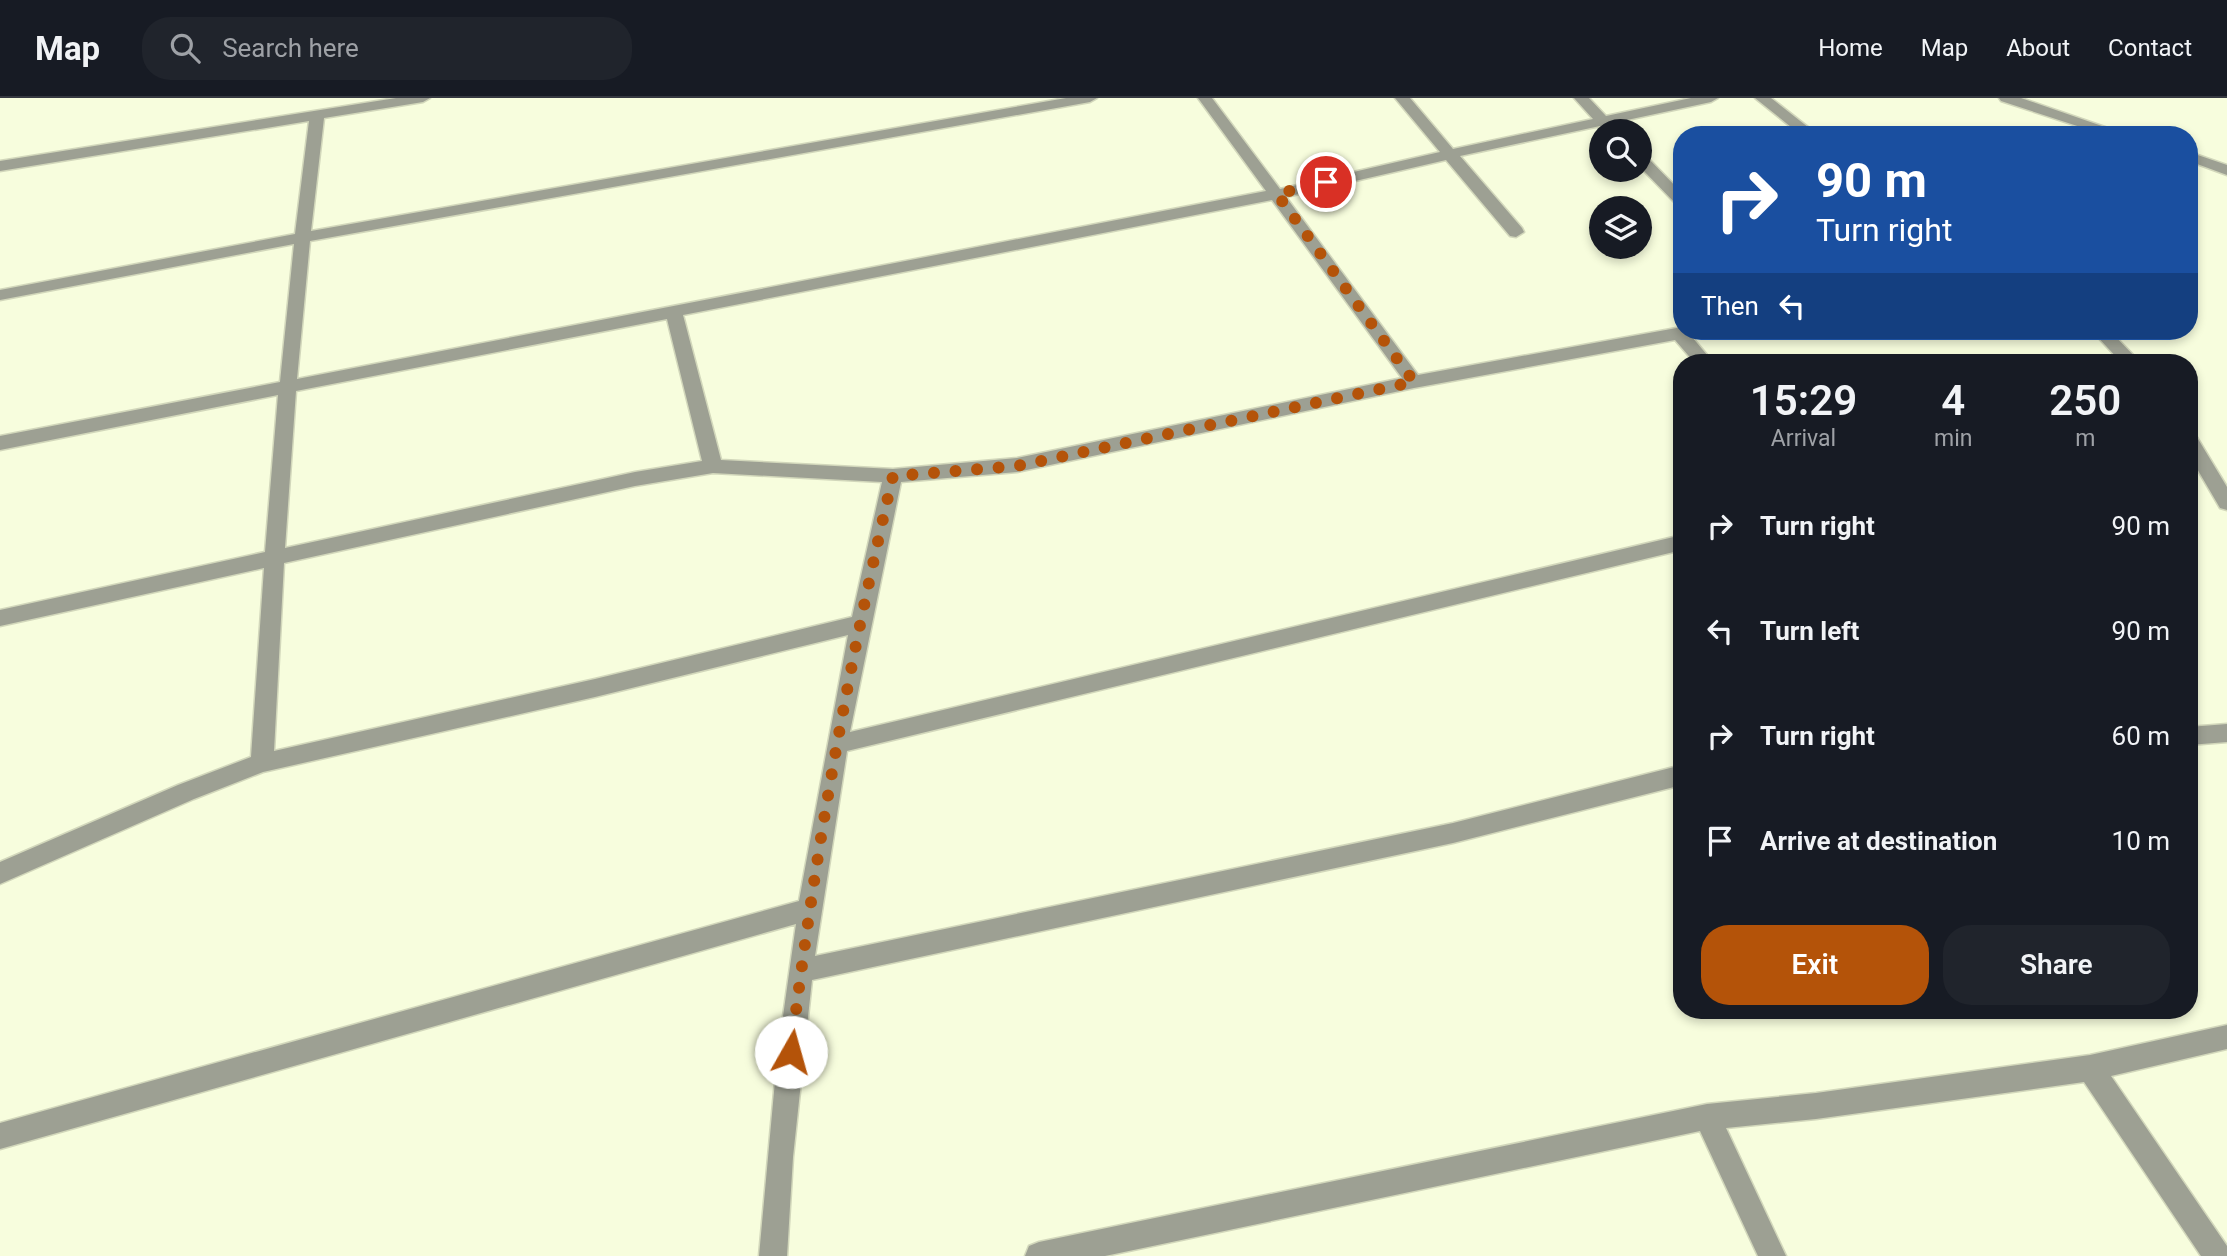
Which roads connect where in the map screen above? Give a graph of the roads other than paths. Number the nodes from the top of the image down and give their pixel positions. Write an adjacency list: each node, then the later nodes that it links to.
1 (423, 98): 10 (street)
2 (1090, 98): 9 (street)
3 (1205, 98): 25 (street)
4 (1402, 98): 16 (street)
5 (1581, 98): 11 (street)
6 (1711, 98): 12 (street)
7 (1762, 98): 13 (street)
8 (2006, 98): 14 (street)
9 (1033, 103): 27 (street)
10 (317, 115): 21 (street); 27 (street)
11 (1601, 119)
12 (1634, 119)
13 (1799, 126)
14 (2093, 126)
15 (1589, 129): 16 (street)
16 (1450, 154): 25 (street); 26 (street)
17 (2227, 156): 19 (street)
18 (2198, 159): 19 (street)
19 (2208, 162): 20 (street); 22 (street)
20 (2198, 165)
21 (0, 166)
22 (2227, 170)
23 (1652, 171): 24 (street)
24 (1673, 193)
25 (1277, 194): 29 (street); 33 (street)
26 (1516, 232)
27 (301, 238): 28 (street); 34 (street)
28 (0, 295)
29 (674, 313): 34 (street); 37 (street)
30 (1673, 334): 33 (street)
31 (2109, 340): 32 (street)
32 (2124, 354)
33 (1414, 382): 38 (street)
34 (288, 387): 35 (street); 41 (street)
35 (0, 443)
36 (2198, 454): 39 (street)
37 (713, 466): 38 (street); 41 (street)
38 (893, 476): 43 (street)
39 (2227, 503)
40 (1673, 544): 46 (street)
41 (273, 557): 42 (street); 47 (street)
42 (0, 618)
43 (858, 624): 46 (street); 47 (street)
44 (2227, 733): 45 (street)
45 (2198, 735)
46 (838, 744): 50 (street)
47 (262, 763): 49 (street)
48 (1673, 777): 51 (street)
49 (0, 873)
50 (810, 909): 51 (street); 55 (street)
51 (801, 971): 57 (street)
52 (2227, 1037): 53 (street)
53 (2090, 1068): 54 (street); 60 (street)
54 (1707, 1117): 56 (street); 59 (street)
55 (0, 1136)
56 (1099, 1250): 58 (street)
57 (773, 1256)
58 (1039, 1256)
59 (1772, 1256)
60 (2217, 1256)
##########
Work item.
Images must not appear in the copy; reproduce everything else in the records verbatim.

Output of the task.
Which roads connect where in the map screen above? Give a graph of the roads other than paths. Number the nodes from the top of the image down and give their pixel positions. Write an adjacency list: each node, then the later nodes that it links to.
1 (423, 98): 10 (street)
2 (1090, 98): 9 (street)
3 (1205, 98): 25 (street)
4 (1402, 98): 16 (street)
5 (1581, 98): 11 (street)
6 (1711, 98): 12 (street)
7 (1762, 98): 13 (street)
8 (2006, 98): 14 (street)
9 (1033, 103): 27 (street)
10 (317, 115): 21 (street); 27 (street)
11 (1601, 119)
12 (1634, 119)
13 (1799, 126)
14 (2093, 126)
15 (1589, 129): 16 (street)
16 (1450, 154): 25 (street); 26 (street)
17 (2227, 156): 19 (street)
18 (2198, 159): 19 (street)
19 (2208, 162): 20 (street); 22 (street)
20 (2198, 165)
21 (0, 166)
22 (2227, 170)
23 (1652, 171): 24 (street)
24 (1673, 193)
25 (1277, 194): 29 (street); 33 (street)
26 (1516, 232)
27 (301, 238): 28 (street); 34 (street)
28 (0, 295)
29 (674, 313): 34 (street); 37 (street)
30 (1673, 334): 33 (street)
31 (2109, 340): 32 (street)
32 (2124, 354)
33 (1414, 382): 38 (street)
34 (288, 387): 35 (street); 41 (street)
35 (0, 443)
36 (2198, 454): 39 (street)
37 (713, 466): 38 (street); 41 (street)
38 (893, 476): 43 (street)
39 (2227, 503)
40 (1673, 544): 46 (street)
41 (273, 557): 42 (street); 47 (street)
42 (0, 618)
43 (858, 624): 46 (street); 47 (street)
44 (2227, 733): 45 (street)
45 (2198, 735)
46 (838, 744): 50 (street)
47 (262, 763): 49 (street)
48 (1673, 777): 51 (street)
49 (0, 873)
50 (810, 909): 51 (street); 55 (street)
51 (801, 971): 57 (street)
52 (2227, 1037): 53 (street)
53 (2090, 1068): 54 (street); 60 (street)
54 (1707, 1117): 56 (street); 59 (street)
55 (0, 1136)
56 (1099, 1250): 58 (street)
57 (773, 1256)
58 (1039, 1256)
59 (1772, 1256)
60 (2217, 1256)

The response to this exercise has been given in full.